The authority has published papers which, if approved, would allow for a near four per cent increase in its portion of the tax.
Officials say the measure, which would be the first increase imposed by the county council since 2011, would add 88p a week to an average band D bill, with around half the additional money going to adult social care services.
The remainder would be used to maintain services in areas such as recycling, where the Docking recycling centre will be re-opened and full-time hours restored to three other sites.
All the county’s fire stations will also remain open, while plans to cut staffing at several of the county’s museums are set to be dropped and funding for books in the county’s libraries will also be protected under the proposals.
But, despite the measures, the authority, which is run by an alliance of Labour, the Liberal Democrats and UKIP, says it still intends to make £42 million of savings in the coming financial year and will still have to cut more than £100 million over the next three years.
Council leader George Nobbs said: “The messages we have had back from our committees and our public consultation has been loud and clear – people are prepared to pay an extra 88p each week to protect services such as adults social care, fire and rescue, museums and libraries, and this is a picture that’s going to be repeated up and down the country.
“I’d like to thank members across parties and across committees for the mature discussions we have had on this matter.
“This is a budget for Norfolk. It is remarkable what can be achieved if you don’t worry about who gets the credit.”
Deputy leader Dan Roper added: “I’m delighted that there seems to be a political will across all parties to follow the sensible option and protect services even though this will mean the first council tax rise in five years.”
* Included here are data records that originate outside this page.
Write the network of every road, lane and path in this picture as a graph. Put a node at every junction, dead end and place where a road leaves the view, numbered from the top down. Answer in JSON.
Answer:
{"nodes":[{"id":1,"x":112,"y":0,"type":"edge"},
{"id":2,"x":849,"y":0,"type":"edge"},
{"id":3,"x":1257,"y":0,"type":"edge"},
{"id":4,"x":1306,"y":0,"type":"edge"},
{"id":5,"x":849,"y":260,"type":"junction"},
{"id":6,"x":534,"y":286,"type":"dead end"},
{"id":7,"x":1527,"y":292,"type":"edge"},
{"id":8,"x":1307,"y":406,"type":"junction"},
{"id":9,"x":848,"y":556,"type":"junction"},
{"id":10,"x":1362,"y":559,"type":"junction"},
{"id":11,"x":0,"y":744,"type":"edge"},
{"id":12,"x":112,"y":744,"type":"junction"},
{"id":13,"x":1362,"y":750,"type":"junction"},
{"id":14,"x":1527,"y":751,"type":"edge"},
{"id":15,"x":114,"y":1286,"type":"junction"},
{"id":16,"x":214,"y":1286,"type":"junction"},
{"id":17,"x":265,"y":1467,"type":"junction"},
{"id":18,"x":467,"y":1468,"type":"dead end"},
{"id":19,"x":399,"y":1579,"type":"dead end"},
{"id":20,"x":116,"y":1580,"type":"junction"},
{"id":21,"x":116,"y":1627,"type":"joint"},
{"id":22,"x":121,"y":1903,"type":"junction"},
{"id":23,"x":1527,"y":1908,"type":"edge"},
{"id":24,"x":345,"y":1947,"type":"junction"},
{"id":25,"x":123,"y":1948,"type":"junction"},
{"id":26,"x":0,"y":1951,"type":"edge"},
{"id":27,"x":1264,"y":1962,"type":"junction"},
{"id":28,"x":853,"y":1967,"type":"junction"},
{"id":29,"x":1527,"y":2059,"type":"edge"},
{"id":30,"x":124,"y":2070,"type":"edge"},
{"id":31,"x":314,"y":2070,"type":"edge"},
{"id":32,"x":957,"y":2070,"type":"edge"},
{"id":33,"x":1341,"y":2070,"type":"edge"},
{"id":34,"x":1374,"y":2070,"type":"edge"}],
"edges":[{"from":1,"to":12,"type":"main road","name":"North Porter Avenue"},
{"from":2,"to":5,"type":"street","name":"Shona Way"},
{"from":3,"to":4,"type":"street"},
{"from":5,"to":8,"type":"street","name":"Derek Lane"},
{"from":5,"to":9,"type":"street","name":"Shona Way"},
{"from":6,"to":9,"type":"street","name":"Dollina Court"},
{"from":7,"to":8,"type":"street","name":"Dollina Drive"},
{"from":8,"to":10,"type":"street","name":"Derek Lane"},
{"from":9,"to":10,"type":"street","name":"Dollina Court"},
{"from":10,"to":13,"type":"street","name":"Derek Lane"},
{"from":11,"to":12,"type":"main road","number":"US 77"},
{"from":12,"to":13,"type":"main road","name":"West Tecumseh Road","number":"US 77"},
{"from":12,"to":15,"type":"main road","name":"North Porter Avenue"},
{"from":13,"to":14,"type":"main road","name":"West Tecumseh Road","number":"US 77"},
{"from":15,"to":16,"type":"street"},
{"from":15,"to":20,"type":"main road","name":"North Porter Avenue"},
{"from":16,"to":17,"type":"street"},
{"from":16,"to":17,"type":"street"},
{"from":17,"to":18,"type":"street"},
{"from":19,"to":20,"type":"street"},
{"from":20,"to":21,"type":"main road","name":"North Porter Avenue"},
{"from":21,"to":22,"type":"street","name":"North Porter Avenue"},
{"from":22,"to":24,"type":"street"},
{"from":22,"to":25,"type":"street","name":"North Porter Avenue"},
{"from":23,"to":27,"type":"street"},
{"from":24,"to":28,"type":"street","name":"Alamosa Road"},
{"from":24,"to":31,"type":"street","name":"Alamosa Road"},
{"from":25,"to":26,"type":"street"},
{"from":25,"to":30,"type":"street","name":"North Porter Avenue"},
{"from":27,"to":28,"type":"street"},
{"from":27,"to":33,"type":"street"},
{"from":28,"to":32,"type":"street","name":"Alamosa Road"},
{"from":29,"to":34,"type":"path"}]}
Cliff Jordan, leader of the opposition Conservative group, said: “While it goes against the grain to increase council tax, the pressure from the public to build back their valued services, and to restore the front line, means that this modest increase in council tax is the only way.
“At a time of financial difficulty for local councils, it was right that we work with the alliance, to ensure we put together a sustainable, balanced budget, in the interests of the people of Norfolk.”
The proposals will go before the council’s policy and resources committee on Monday. If passed, they will then be debated by the full council on February 22.